Work to be completed :: Could you repeat all of the entries exactly, leaving out any pictures?

Saved data entries:
━━━━

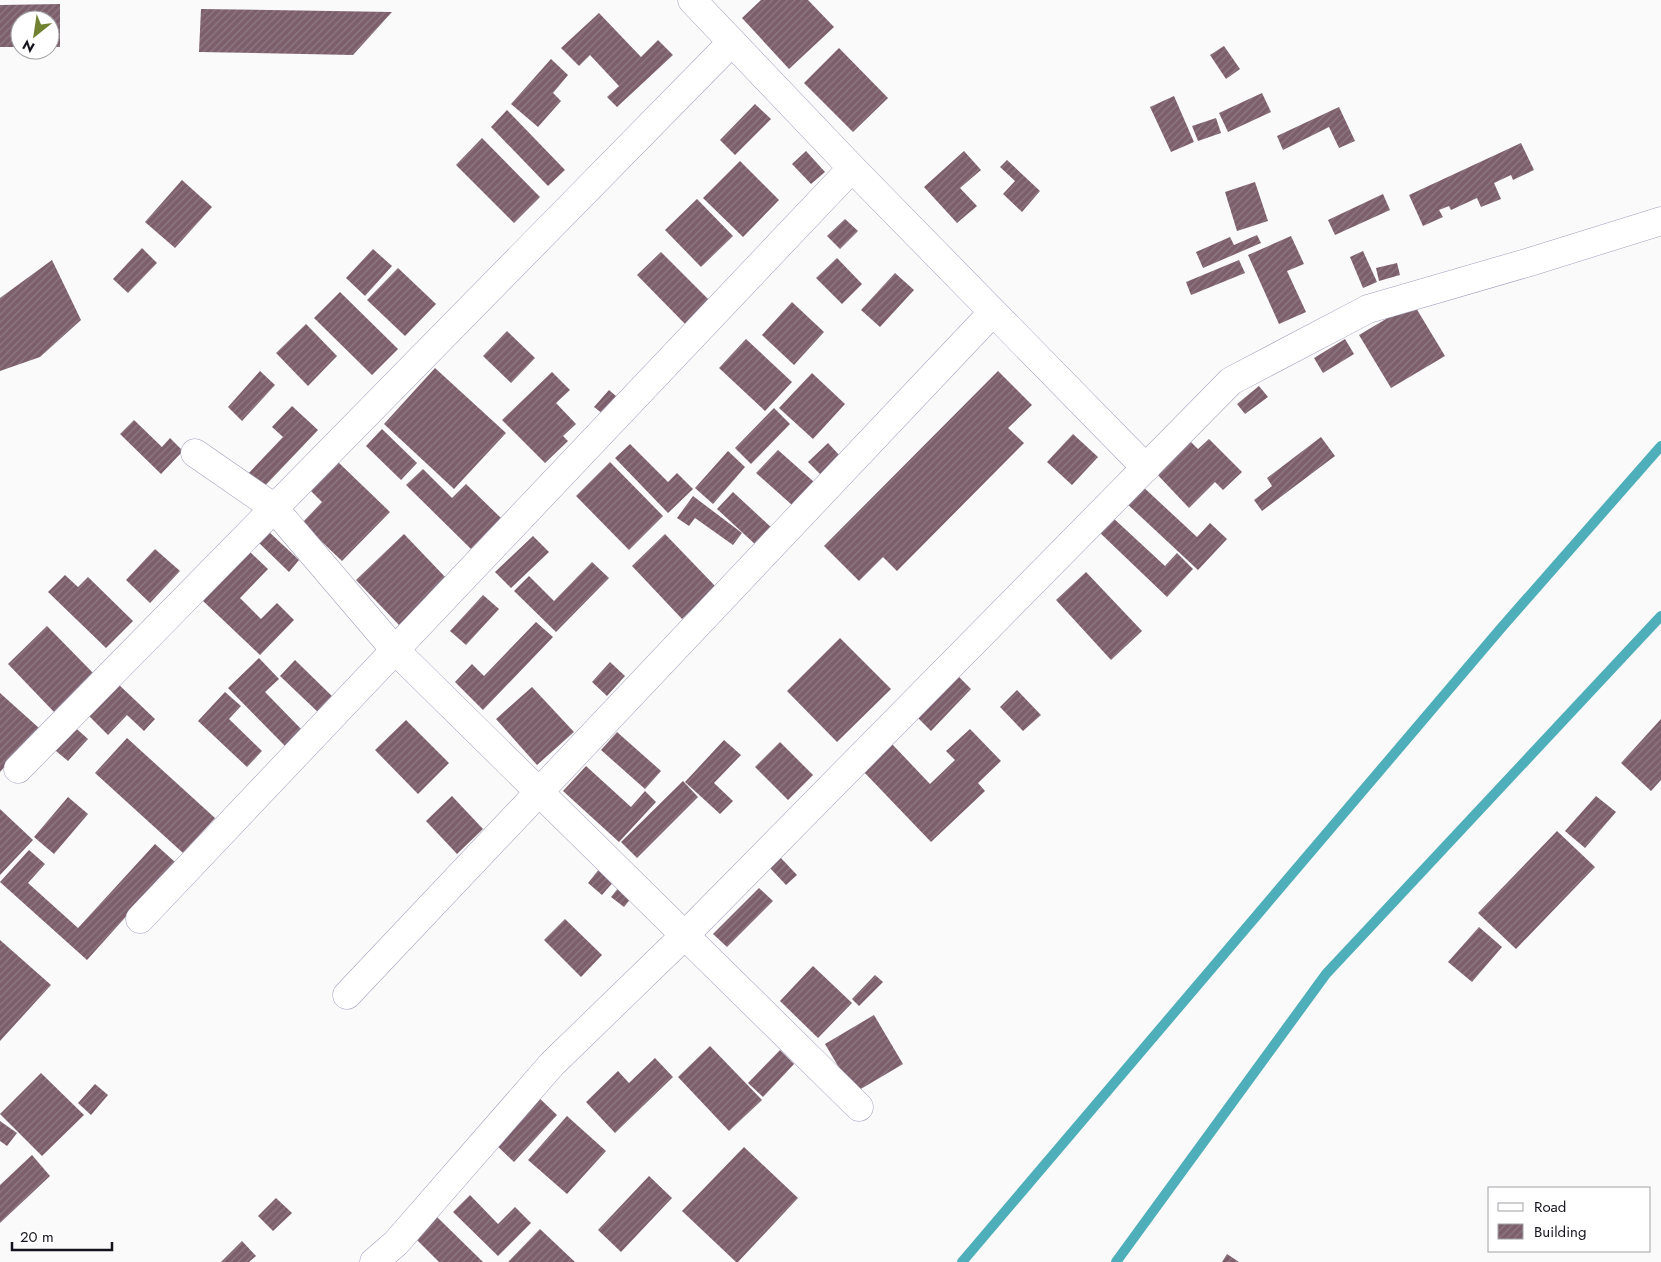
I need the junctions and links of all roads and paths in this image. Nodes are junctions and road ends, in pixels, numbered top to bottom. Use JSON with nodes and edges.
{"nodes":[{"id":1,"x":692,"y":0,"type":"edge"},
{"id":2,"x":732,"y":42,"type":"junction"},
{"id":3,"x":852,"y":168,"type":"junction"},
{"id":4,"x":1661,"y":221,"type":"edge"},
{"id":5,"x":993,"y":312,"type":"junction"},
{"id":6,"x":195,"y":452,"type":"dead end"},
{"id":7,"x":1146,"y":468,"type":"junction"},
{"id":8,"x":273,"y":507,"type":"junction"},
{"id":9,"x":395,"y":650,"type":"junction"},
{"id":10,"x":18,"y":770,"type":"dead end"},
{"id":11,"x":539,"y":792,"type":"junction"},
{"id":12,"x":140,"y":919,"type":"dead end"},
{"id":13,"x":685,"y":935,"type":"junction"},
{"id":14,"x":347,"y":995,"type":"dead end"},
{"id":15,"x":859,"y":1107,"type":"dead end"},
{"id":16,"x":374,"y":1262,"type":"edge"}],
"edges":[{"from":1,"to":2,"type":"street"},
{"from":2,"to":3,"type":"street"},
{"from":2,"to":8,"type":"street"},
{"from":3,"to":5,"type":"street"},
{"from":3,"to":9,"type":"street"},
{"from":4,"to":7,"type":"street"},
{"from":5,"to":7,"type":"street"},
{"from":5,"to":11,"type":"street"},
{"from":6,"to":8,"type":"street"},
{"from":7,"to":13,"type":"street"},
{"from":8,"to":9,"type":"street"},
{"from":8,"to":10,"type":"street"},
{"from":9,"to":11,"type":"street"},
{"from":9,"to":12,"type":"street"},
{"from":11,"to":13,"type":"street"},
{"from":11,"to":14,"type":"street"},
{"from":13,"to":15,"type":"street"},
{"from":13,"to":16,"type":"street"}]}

━━━━

Answer to this exercise ::
I need the junctions and links of all roads and paths in this image. Nodes are junctions and road ends, in pixels, numbered top to bottom. Use JSON with nodes and edges.
{"nodes":[{"id":1,"x":692,"y":0,"type":"edge"},
{"id":2,"x":732,"y":42,"type":"junction"},
{"id":3,"x":852,"y":168,"type":"junction"},
{"id":4,"x":1661,"y":221,"type":"edge"},
{"id":5,"x":993,"y":312,"type":"junction"},
{"id":6,"x":195,"y":452,"type":"dead end"},
{"id":7,"x":1146,"y":468,"type":"junction"},
{"id":8,"x":273,"y":507,"type":"junction"},
{"id":9,"x":395,"y":650,"type":"junction"},
{"id":10,"x":18,"y":770,"type":"dead end"},
{"id":11,"x":539,"y":792,"type":"junction"},
{"id":12,"x":140,"y":919,"type":"dead end"},
{"id":13,"x":685,"y":935,"type":"junction"},
{"id":14,"x":347,"y":995,"type":"dead end"},
{"id":15,"x":859,"y":1107,"type":"dead end"},
{"id":16,"x":374,"y":1262,"type":"edge"}],
"edges":[{"from":1,"to":2,"type":"street"},
{"from":2,"to":3,"type":"street"},
{"from":2,"to":8,"type":"street"},
{"from":3,"to":5,"type":"street"},
{"from":3,"to":9,"type":"street"},
{"from":4,"to":7,"type":"street"},
{"from":5,"to":7,"type":"street"},
{"from":5,"to":11,"type":"street"},
{"from":6,"to":8,"type":"street"},
{"from":7,"to":13,"type":"street"},
{"from":8,"to":9,"type":"street"},
{"from":8,"to":10,"type":"street"},
{"from":9,"to":11,"type":"street"},
{"from":9,"to":12,"type":"street"},
{"from":11,"to":13,"type":"street"},
{"from":11,"to":14,"type":"street"},
{"from":13,"to":15,"type":"street"},
{"from":13,"to":16,"type":"street"}]}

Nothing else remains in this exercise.